Sagan: You don’t write prose or criticism, seem dedicated to the pure pursuit of poetry, so translation is your only other form of writing. What is the genesis of the interest, how does it work for you–is it a different muscle than writing poetry?
Sze: It’s true that I write very little prose or criticism. I’ve wanted to put all of my energy into writing poems, and the translation work is a kind of ground work. I like to write out the poems that I translate character by character, stroke by stroke. It enables me to physically experience the inner motion of a poem. And as the poem unfolds, I am given the opportunity to consider why this character, and not another, is located where it is. In many ways, translation exercises the same muscles that writing a poem does, but the muscle groups are easier to separate and focus on in a translation. Hopefully, when you turn to write a poem, you discover that your muscles are well-toned and much stronger.

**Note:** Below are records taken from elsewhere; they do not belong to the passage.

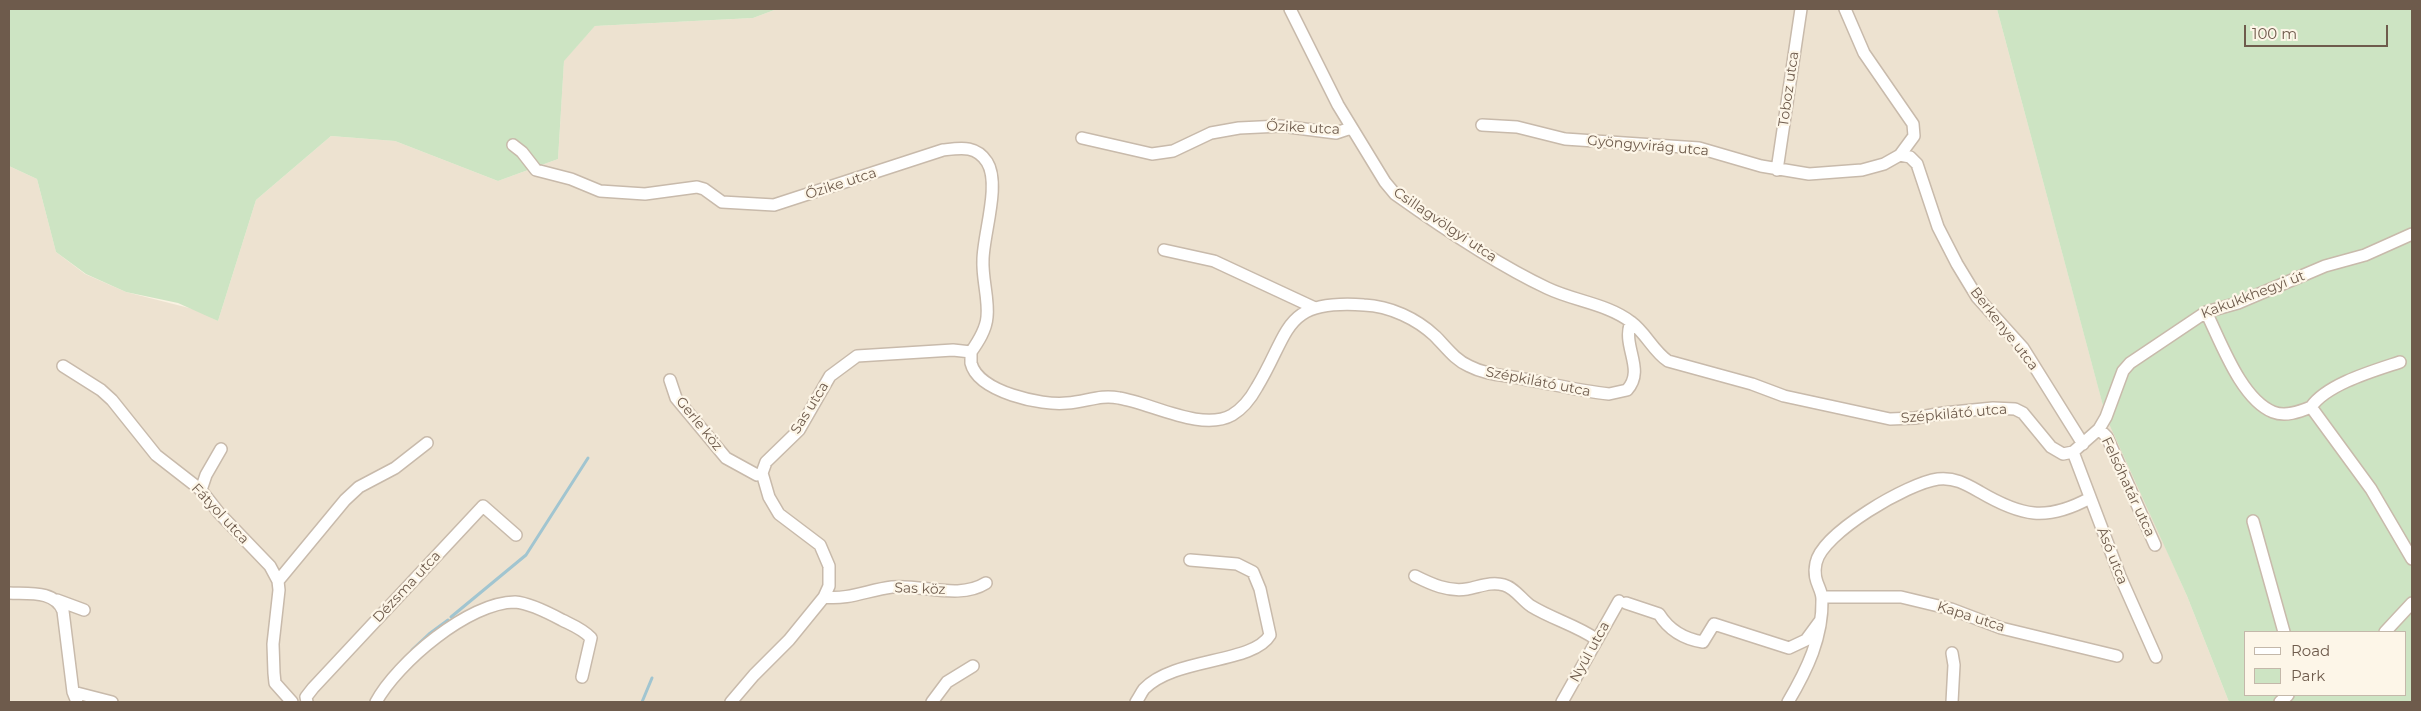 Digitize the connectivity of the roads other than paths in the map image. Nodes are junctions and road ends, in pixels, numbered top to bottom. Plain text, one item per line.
1 (1290, 9) edge
2 (1800, 9) edge
3 (1845, 9) edge
4 (1482, 125) dead end
5 (1351, 128) junction
6 (1082, 138) dead end
7 (513, 144) dead end
8 (1900, 155) junction
9 (1777, 170) junction
10 (2412, 234) edge
11 (1164, 250) dead end
12 (1315, 308) junction
13 (2206, 312) junction
14 (1631, 322) junction
15 (971, 352) junction
16 (2400, 362) dead end
17 (63, 366) dead end
18 (670, 380) dead end
19 (2311, 407) junction
20 (2099, 429) junction
21 (427, 443) dead end
22 (2084, 444) junction
23 (221, 450) dead end
24 (2073, 452) junction
25 (762, 473) junction
26 (201, 490) junction
27 (2090, 498) junction
28 (2253, 520) dead end
29 (516, 535) dead end
30 (2155, 545) dead end
31 (2412, 559) edge
32 (1190, 560) dead end
33 (1415, 576) dead end
34 (278, 581) junction
35 (986, 583) dead end
36 (9, 593) edge
37 (824, 597) junction
38 (1823, 597) junction
39 (57, 600) junction
40 (2412, 603) edge
41 (84, 610) dead end
42 (1821, 619) junction
43 (2284, 631) edge
44 (2386, 631) edge
45 (1596, 639) junction
46 (1952, 653) dead end
47 (2117, 656) dead end
48 (2156, 657) dead end
49 (973, 666) dead end
50 (582, 677) dead end
51 (75, 697) edge
52 (112, 702) edge
53 (292, 702) edge
54 (307, 702) edge
55 (376, 702) edge
56 (732, 702) edge
57 (932, 702) edge
58 (1136, 702) edge
59 (1562, 702) edge
60 (1788, 702) edge
61 (1952, 702) edge

1 - 5 street, Csillagvölgyi utca
2 - 9 street, Toboz utca
3 - 8 street
4 - 9 street, Gyöngyvirág utca
5 - 6 street, Őzike utca
5 - 14 street, Csillagvölgyi utca
7 - 15 street, Őzike utca
8 - 9 street, Gyöngyvirág utca
8 - 22 street, Berkenye utca
10 - 13 street, Kakukkhegyi út
11 - 12 street
12 - 14 street, Szépkilátó utca
12 - 15 street, Szépkilátó utca
13 - 19 street
13 - 20 street, Kakukkhegyi út
14 - 24 street, Szépkilátó utca
15 - 25 street, Sas utca
16 - 19 street
17 - 26 street, Fátyol utca
18 - 25 street, Gerle köz
19 - 31 street
20 - 22 street
20 - 30 street, Felsőhatár utca
21 - 34 street
22 - 24 street
23 - 26 street
24 - 27 street, Ásó utca
25 - 37 street
26 - 34 street, Fátyol utca
27 - 38 street
27 - 48 street, Ásó utca
28 - 43 street
29 - 54 street, Dézsma utca
32 - 58 street
33 - 45 street
34 - 53 street
35 - 37 street, Sas köz
36 - 39 street
37 - 56 street
38 - 42 street
38 - 47 street, Kapa utca
39 - 41 street
39 - 51 street
40 - 44 street
42 - 45 street, Nyúl utca
42 - 60 street
45 - 59 street, Nyúl utca
46 - 61 street
49 - 57 street
50 - 55 street
51 - 52 street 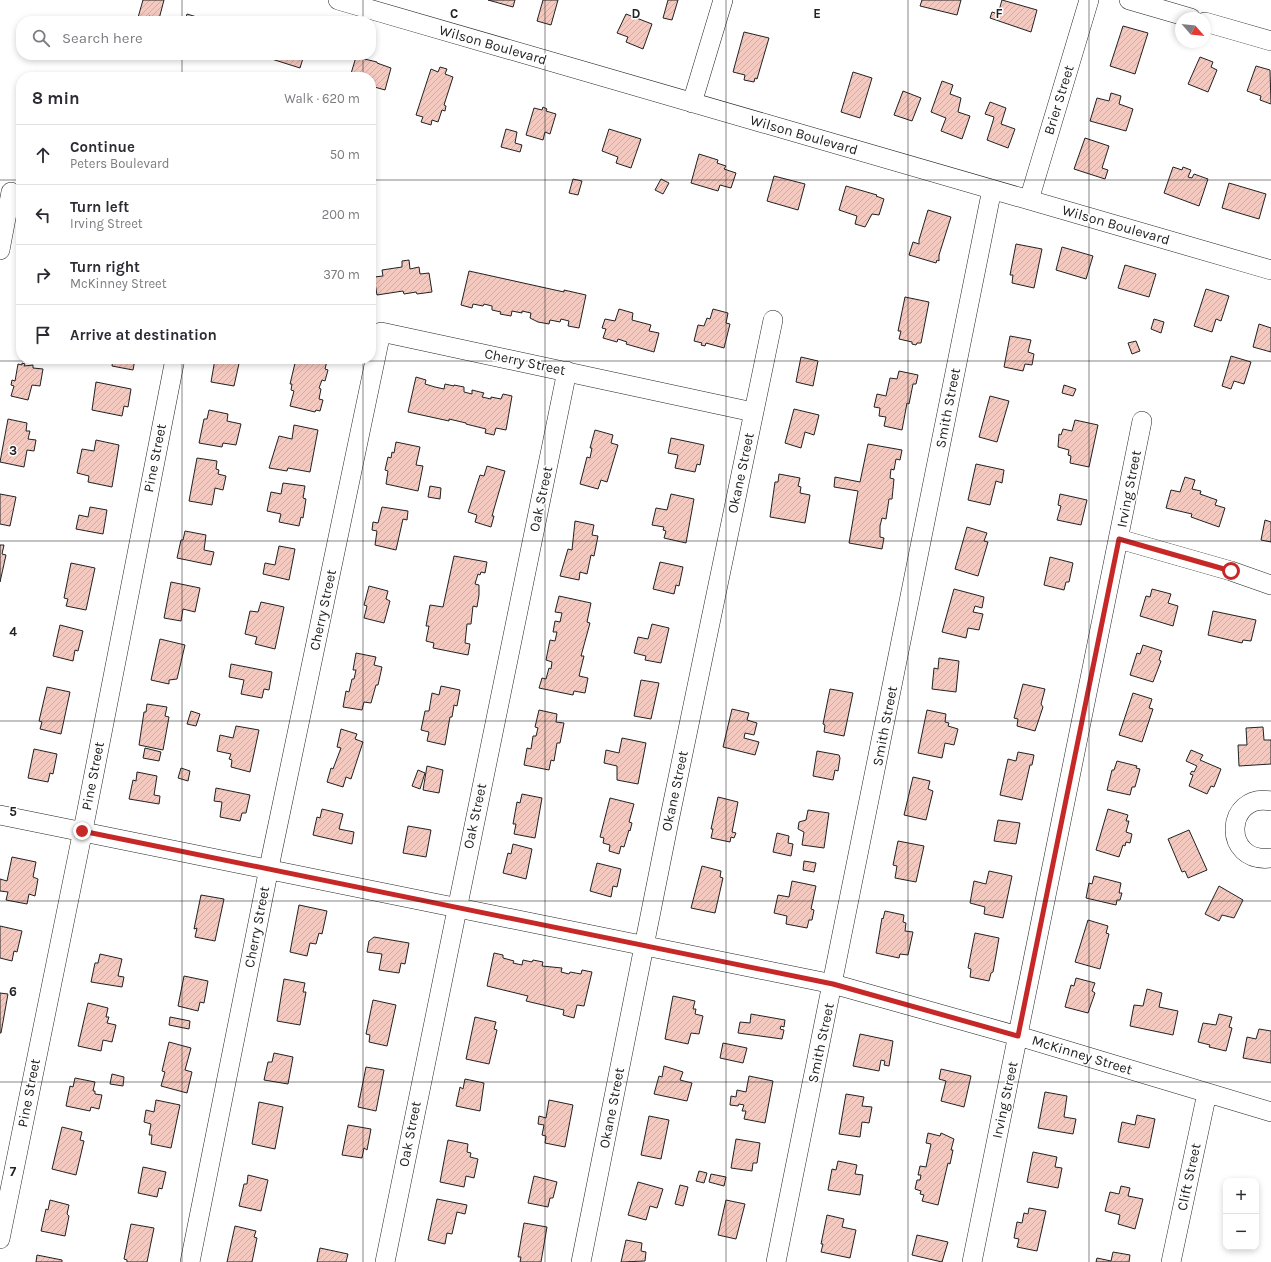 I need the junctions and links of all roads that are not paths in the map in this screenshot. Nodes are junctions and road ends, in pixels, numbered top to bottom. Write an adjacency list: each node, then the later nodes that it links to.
1 (338, 0): 5 (street, Wilson Boulevard)
2 (723, 0): 9 (street)
3 (1089, 0): 12 (street, Brier Street)
4 (1129, 0): 6 (street)
5 (358, 3): 9 (street, Wilson Boulevard)
6 (1175, 13)
7 (1211, 24): 8 (street)
8 (1271, 41)
9 (692, 102): 10 (street, Wilson Boulevard)
10 (992, 189): 12 (street, Wilson Boulevard); 31 (street, Smith Street)
11 (16, 194): 13 (street)
12 (1029, 200): 14 (street, Wilson Boulevard)
13 (0, 250)
14 (1271, 270)
15 (773, 320): 20 (street, Okane Street)
16 (376, 356): 19 (street, Cherry Street)
17 (174, 364): 26 (street, Pine Street)
18 (374, 364): 28 (street, Cherry Street)
19 (567, 371): 20 (street, Cherry Street); 29 (street, Oak Street)
20 (753, 412): 30 (street, Okane Street)
21 (1142, 421): 22 (street, Irving Street)
22 (1119, 539): 23 (street); 32 (street, Irving Street)
23 (1271, 585)
24 (1271, 800): 27 (street)
25 (0, 815): 26 (street, McKinney Street)
26 (82, 831): 28 (street, McKinney Street); 35 (street, Pine Street)
27 (1271, 858)
28 (268, 870): 29 (street, McKinney Street); 36 (street, Cherry Street)
29 (456, 907): 30 (street, McKinney Street); 37 (street, Oak Street)
30 (644, 946): 31 (street, McKinney Street); 38 (street, Okane Street)
31 (833, 984): 32 (street, McKinney Street); 39 (street, Smith Street)
32 (1018, 1036): 33 (street, McKinney Street); 40 (street, Irving Street)
33 (1207, 1093): 34 (street, McKinney Street); 41 (street, Clift Street)
34 (1271, 1112)
35 (0, 1239)
36 (190, 1262)
37 (385, 1262)
38 (581, 1262)
39 (776, 1262)
40 (972, 1262)
41 (1171, 1262) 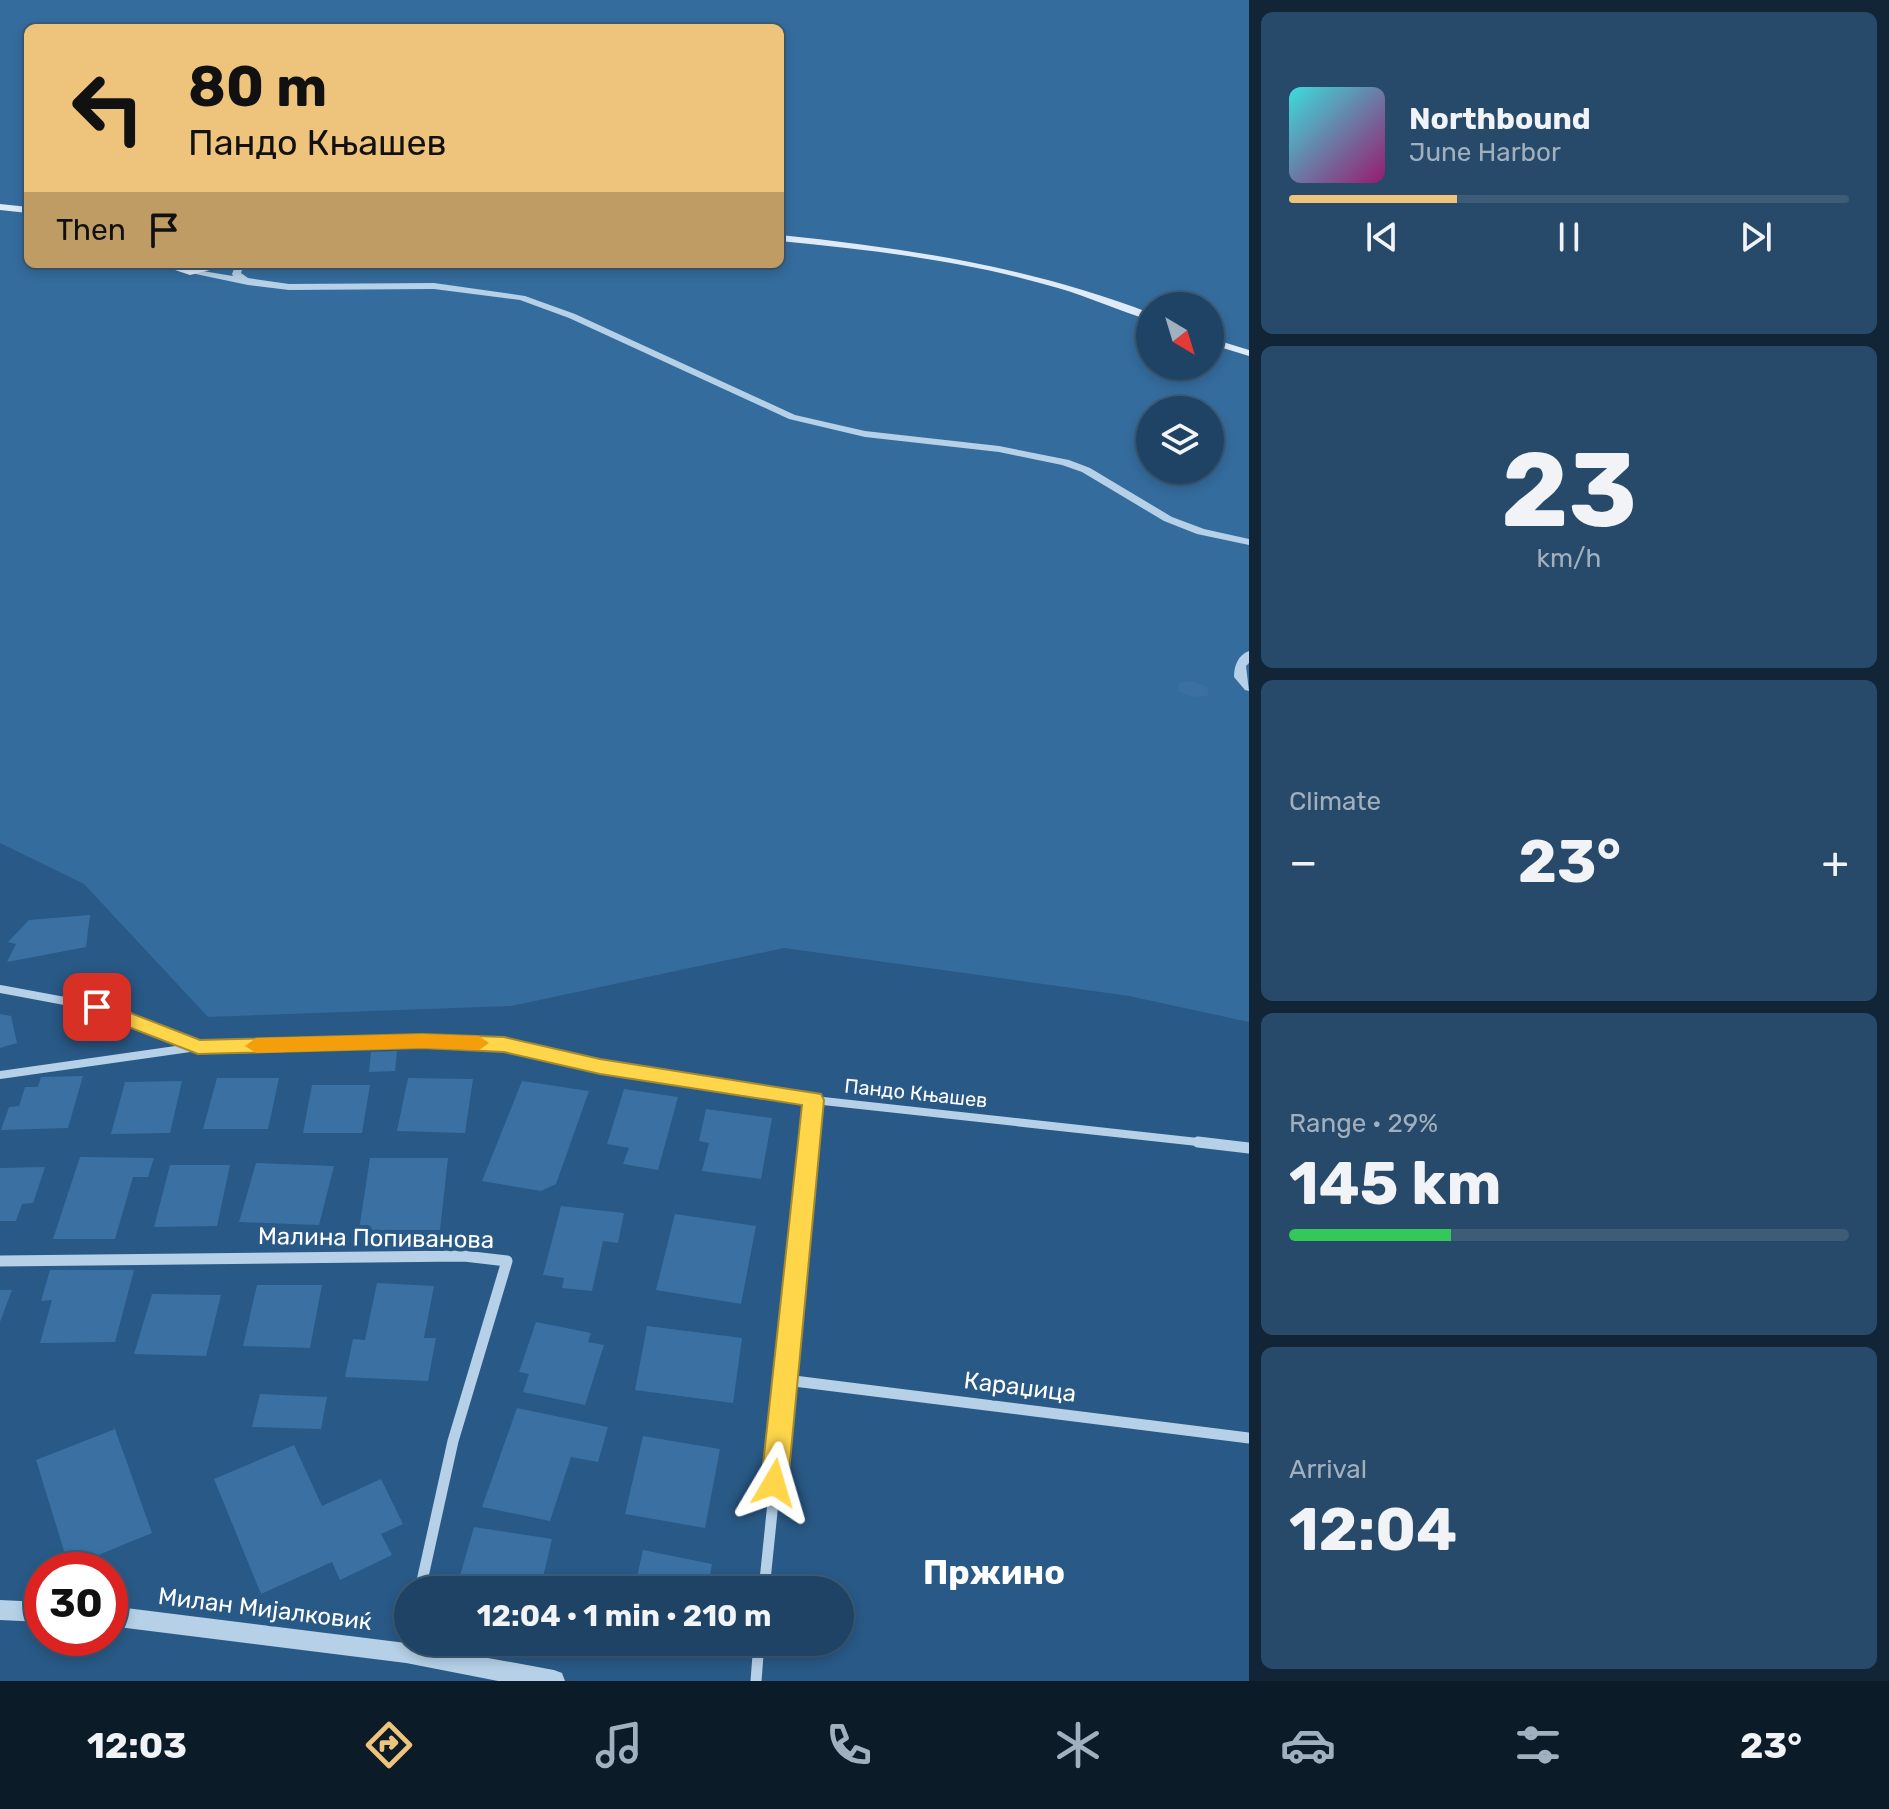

Sagan: I’ve heard you say that juxtaposition is a central technique in your work, placing things side by side. But it seems to have a somewhat different meaning to you than metaphor. Can you elaborate?
Sze: When people raise the issue of juxtaposition in my poetry, they often think of such western antecedents as surrealism, cubism, collage etc. That’s certainly a factor, but I would mention that the Chinese language is built around juxtaposition as a form of metaphor. The character “bright,” for instance is composed of “sun” juxtaposed to “moon.” The character “sorrow,” for instance, has “autumn” (which is composed of “plant tip” and “fire”) above, and “heart” below. One can thus read sorrow = autumn in the heart. Oftentimes the equal sign of the metaphor relation is removed, so that the two energies are brought into a field of interaction. The metaphor is indicated obliquely.